### Requirement
The records sit below. Return every line in them that holds the word "links".

(Provided entries begins)

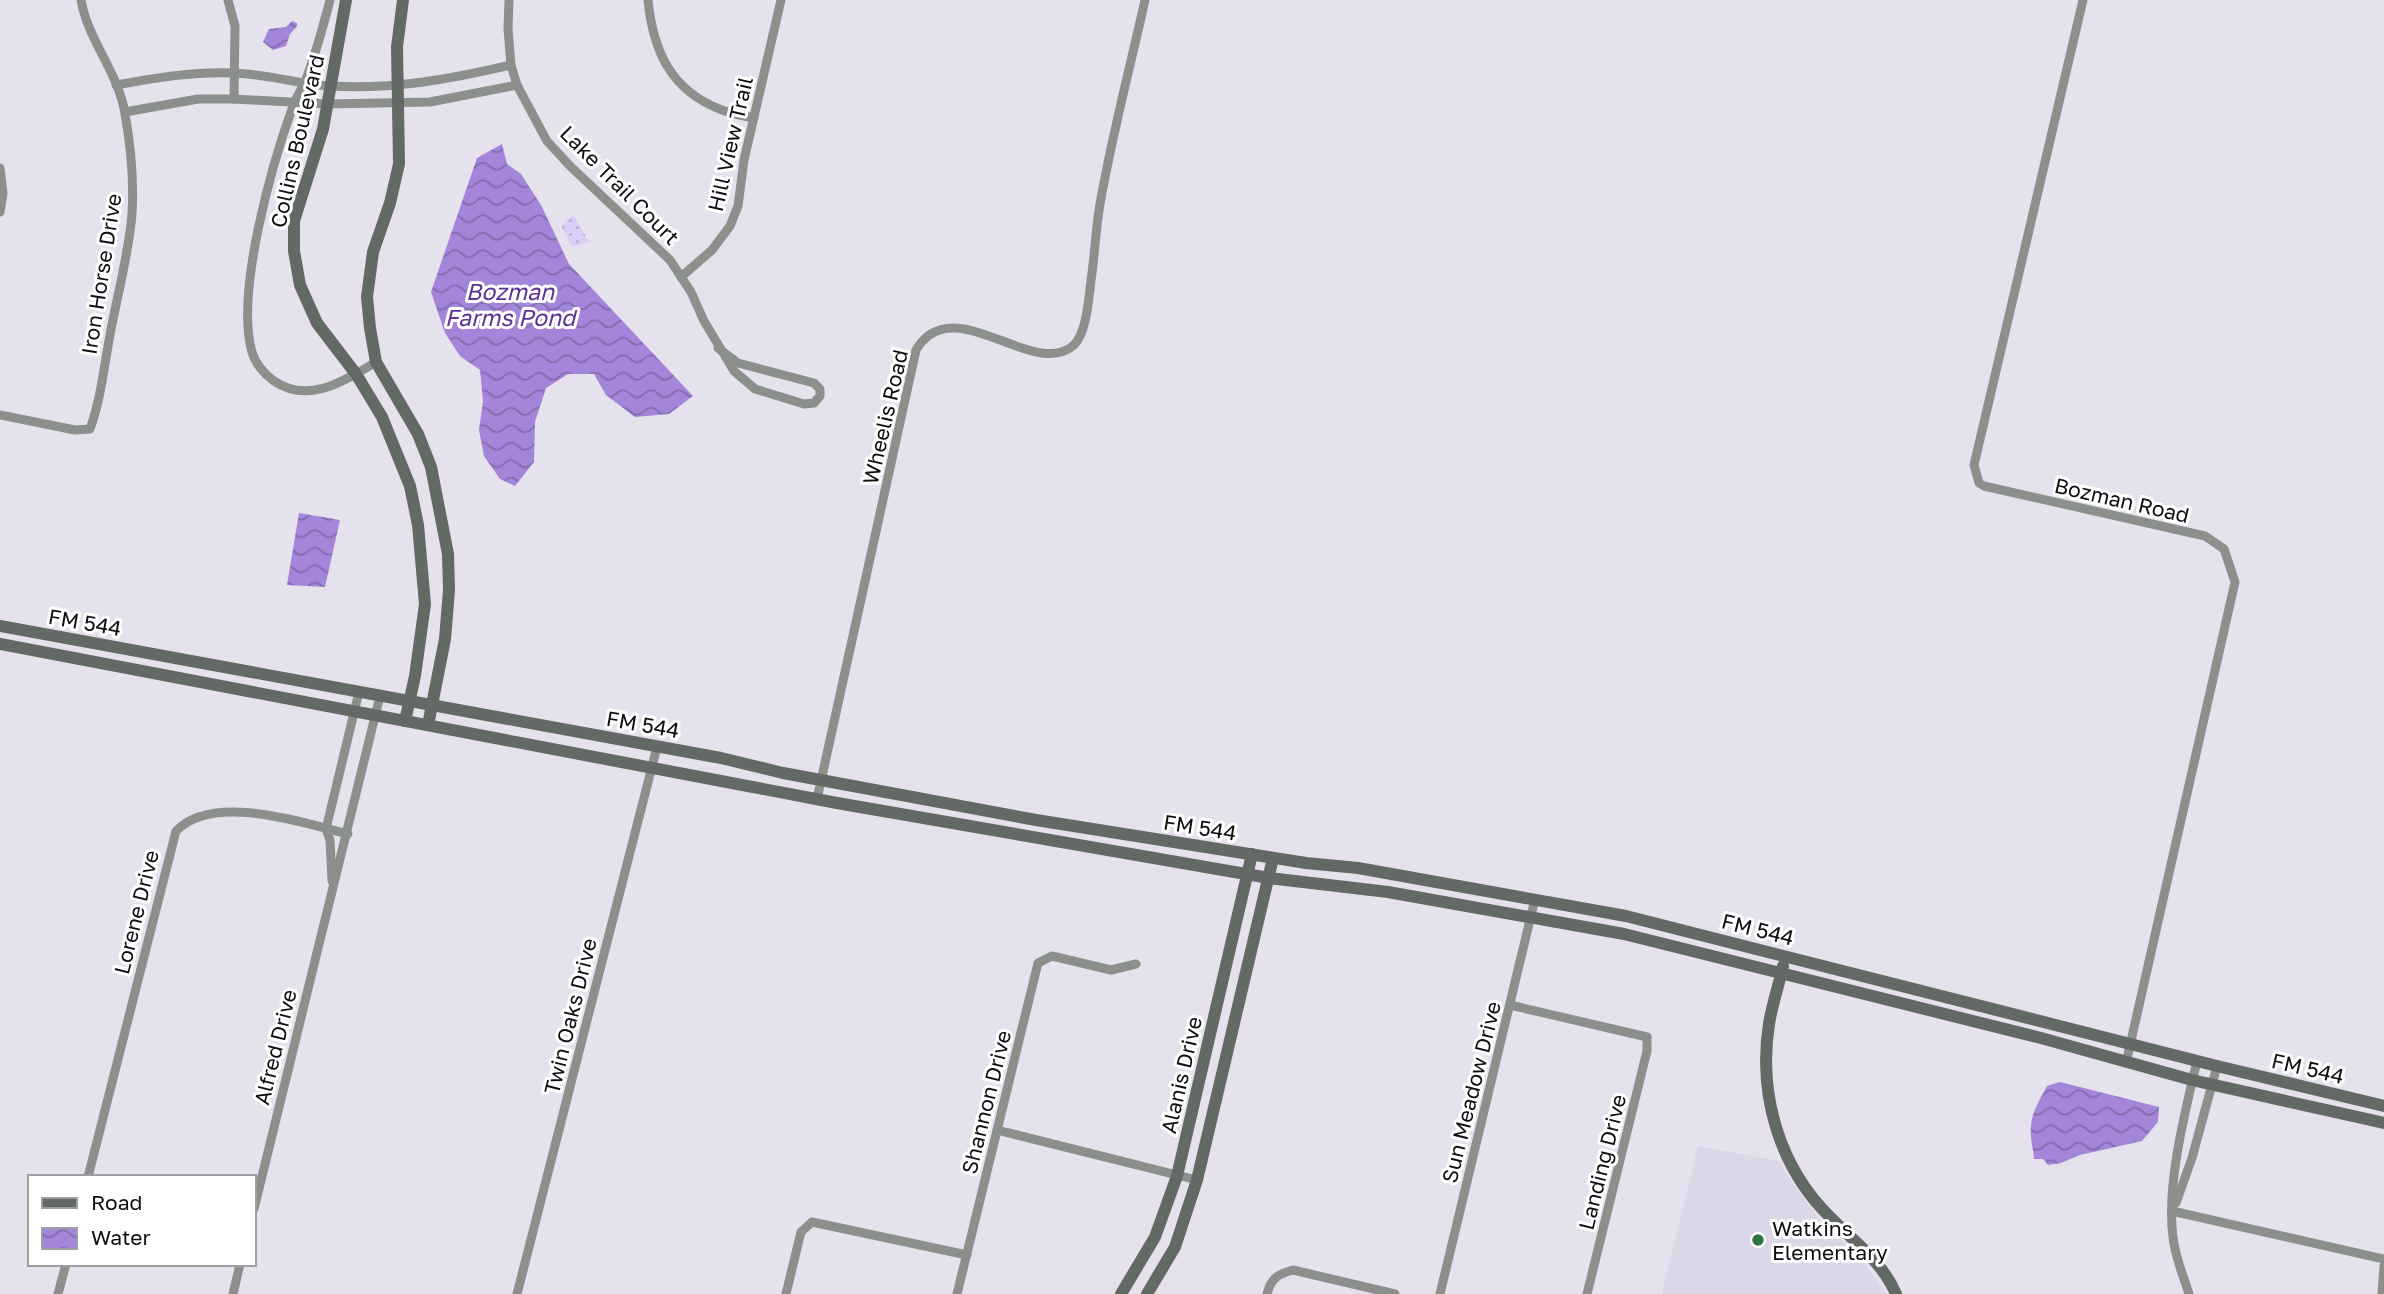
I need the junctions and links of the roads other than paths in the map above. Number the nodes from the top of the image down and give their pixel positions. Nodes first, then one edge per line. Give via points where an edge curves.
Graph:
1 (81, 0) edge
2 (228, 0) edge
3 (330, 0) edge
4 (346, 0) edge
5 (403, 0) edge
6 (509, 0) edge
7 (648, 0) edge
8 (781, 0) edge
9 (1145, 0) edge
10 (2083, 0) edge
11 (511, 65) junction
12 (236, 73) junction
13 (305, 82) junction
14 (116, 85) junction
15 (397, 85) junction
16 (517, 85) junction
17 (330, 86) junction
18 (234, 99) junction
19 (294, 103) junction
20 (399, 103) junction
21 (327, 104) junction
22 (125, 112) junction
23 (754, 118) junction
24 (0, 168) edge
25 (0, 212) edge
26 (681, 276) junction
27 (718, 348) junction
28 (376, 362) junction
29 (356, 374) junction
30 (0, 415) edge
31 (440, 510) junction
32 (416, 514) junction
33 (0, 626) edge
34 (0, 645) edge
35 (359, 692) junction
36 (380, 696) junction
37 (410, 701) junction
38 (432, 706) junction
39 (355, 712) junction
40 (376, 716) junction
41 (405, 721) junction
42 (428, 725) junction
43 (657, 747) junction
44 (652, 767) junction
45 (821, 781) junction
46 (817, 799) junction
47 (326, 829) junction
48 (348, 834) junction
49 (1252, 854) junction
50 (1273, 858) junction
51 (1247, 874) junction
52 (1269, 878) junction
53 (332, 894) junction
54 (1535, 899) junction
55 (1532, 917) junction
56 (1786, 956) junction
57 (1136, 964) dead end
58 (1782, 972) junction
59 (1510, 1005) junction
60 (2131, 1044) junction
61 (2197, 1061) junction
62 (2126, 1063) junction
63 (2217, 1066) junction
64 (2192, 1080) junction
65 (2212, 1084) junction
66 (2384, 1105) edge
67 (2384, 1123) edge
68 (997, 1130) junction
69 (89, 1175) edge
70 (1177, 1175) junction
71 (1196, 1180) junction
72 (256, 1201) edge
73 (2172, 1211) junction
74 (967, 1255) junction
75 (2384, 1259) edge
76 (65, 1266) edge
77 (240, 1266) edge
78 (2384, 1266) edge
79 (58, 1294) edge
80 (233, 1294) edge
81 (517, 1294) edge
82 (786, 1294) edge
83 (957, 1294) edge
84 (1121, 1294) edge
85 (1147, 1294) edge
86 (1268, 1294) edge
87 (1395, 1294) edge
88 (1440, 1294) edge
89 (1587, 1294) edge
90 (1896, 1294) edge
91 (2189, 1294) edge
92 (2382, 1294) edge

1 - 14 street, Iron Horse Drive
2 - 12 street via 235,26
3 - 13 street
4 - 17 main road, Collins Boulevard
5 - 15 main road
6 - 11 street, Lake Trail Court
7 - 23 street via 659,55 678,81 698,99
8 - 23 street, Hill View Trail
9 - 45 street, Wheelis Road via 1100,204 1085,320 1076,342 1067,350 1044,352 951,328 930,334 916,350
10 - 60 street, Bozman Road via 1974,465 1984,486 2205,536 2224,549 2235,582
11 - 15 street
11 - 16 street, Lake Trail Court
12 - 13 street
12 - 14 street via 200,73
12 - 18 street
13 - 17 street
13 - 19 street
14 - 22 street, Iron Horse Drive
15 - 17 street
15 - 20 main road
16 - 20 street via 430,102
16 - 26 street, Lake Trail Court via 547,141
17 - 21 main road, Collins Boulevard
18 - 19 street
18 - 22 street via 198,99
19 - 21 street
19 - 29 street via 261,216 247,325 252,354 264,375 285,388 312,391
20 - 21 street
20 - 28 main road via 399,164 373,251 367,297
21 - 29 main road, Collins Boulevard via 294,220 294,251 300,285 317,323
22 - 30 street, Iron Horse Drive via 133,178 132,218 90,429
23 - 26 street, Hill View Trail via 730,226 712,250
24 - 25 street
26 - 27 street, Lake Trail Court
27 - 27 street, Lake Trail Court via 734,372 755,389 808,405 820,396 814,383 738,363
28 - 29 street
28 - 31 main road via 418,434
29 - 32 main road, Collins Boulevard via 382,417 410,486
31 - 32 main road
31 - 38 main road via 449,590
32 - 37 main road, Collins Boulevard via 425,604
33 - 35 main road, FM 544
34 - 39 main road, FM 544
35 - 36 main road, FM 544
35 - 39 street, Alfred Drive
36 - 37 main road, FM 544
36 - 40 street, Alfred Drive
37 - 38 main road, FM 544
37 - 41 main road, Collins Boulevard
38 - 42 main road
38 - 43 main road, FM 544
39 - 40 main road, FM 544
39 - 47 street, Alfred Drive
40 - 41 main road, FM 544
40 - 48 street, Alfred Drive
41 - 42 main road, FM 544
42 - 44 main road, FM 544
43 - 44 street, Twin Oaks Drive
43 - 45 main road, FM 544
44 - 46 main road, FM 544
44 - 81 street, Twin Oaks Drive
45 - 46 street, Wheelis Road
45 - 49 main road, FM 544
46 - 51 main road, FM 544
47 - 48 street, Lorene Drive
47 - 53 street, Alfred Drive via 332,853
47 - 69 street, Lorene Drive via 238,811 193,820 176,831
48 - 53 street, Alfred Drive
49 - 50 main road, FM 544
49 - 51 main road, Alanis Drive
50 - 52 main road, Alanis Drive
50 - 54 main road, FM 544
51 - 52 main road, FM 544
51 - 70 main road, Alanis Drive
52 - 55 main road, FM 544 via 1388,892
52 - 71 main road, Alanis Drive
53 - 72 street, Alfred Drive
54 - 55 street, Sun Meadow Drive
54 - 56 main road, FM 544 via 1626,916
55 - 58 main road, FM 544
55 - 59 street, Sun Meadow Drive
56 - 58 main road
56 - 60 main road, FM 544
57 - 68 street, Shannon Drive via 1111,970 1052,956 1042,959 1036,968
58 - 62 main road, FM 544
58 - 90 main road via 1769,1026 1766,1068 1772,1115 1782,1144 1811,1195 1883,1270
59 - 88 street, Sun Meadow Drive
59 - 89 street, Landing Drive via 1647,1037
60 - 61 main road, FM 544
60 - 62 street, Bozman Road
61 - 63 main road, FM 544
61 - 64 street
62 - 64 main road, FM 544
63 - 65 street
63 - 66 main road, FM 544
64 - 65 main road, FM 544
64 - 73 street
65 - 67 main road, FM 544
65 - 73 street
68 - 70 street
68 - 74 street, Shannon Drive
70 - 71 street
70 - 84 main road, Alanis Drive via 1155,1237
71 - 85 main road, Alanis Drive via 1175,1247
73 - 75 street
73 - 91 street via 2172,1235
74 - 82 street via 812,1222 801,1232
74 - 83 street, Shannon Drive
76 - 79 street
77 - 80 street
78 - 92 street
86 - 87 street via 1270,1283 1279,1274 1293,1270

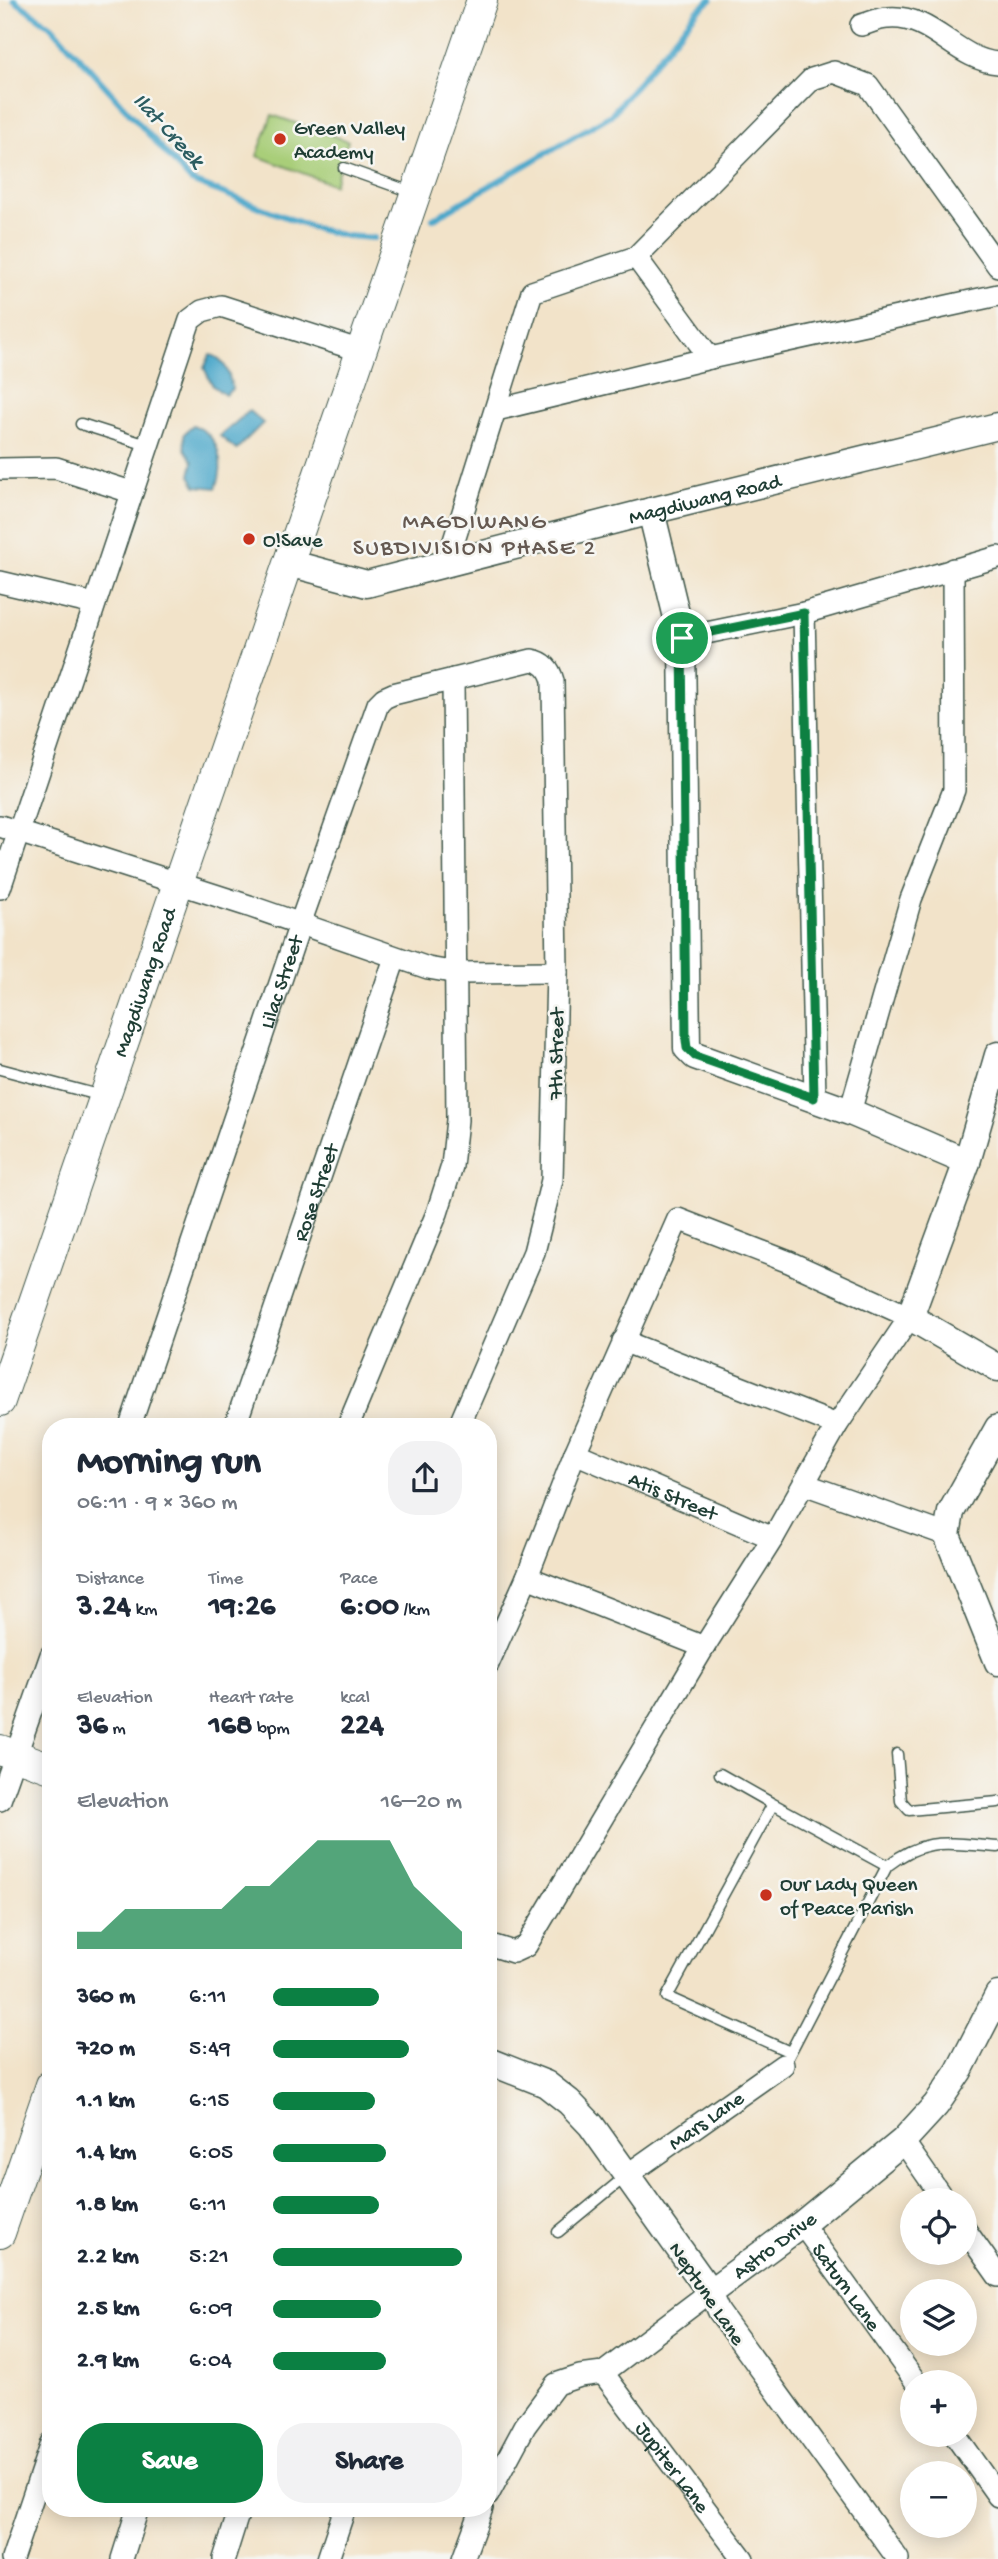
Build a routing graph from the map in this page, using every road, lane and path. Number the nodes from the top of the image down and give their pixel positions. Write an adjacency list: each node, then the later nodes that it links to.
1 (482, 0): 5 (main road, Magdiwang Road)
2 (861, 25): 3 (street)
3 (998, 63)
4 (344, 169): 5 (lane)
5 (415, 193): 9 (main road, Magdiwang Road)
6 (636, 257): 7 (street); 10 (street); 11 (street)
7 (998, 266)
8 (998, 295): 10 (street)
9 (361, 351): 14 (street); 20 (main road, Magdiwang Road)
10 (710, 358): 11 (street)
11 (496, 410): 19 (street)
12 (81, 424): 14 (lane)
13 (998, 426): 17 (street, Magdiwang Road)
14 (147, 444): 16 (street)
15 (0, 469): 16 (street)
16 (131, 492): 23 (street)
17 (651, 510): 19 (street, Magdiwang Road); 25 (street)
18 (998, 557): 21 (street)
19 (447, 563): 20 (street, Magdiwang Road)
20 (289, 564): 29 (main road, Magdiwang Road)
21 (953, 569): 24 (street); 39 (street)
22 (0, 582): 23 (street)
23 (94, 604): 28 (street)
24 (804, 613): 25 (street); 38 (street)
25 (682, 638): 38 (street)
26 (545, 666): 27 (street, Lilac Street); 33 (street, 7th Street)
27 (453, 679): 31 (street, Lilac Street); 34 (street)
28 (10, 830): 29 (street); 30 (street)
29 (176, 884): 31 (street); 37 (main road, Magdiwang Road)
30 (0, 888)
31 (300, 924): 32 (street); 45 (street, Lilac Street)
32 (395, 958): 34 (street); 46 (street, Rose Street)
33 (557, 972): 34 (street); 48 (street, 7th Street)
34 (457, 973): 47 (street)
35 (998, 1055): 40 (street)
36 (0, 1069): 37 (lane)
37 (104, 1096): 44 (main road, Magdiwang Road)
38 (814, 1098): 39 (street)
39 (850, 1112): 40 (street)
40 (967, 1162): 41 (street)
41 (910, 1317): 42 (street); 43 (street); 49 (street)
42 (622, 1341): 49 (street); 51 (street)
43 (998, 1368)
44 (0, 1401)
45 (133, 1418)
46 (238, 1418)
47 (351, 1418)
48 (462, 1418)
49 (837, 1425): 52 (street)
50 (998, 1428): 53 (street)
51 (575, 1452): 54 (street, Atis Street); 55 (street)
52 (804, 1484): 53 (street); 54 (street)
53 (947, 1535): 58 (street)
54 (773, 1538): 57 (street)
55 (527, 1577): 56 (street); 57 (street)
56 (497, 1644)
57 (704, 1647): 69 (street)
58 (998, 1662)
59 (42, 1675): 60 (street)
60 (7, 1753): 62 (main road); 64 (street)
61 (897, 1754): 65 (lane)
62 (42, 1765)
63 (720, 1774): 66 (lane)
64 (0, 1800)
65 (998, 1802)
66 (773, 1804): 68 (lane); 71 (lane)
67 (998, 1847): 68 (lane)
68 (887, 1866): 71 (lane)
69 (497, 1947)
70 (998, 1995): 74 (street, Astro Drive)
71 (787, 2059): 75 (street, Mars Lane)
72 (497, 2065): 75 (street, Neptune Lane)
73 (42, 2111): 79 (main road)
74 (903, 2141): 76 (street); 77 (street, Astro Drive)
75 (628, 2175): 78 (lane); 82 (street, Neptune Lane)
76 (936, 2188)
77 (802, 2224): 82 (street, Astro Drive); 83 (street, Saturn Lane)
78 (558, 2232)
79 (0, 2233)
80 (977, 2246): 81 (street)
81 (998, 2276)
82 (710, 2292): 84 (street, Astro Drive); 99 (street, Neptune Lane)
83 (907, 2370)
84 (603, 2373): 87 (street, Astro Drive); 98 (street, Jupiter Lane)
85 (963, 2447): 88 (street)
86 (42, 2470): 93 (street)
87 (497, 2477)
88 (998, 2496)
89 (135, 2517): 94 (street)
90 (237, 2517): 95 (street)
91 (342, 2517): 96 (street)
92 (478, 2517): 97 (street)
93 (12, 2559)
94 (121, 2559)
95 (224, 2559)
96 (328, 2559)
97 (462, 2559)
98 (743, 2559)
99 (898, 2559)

(Provided entries ends)

### Response area
I need the junctions and links of the roads other than paths in the map above. Number the nodes from the top of the image down and give their pixel positions. Nodes first, then one edge per line. Give via points where an edge curves.
Build a routing graph from the map in this page, using every road, lane and path. Number the nodes from the top of the image down and give their pixel positions. Write an adjacency list: each node, then the later nodes that it links to.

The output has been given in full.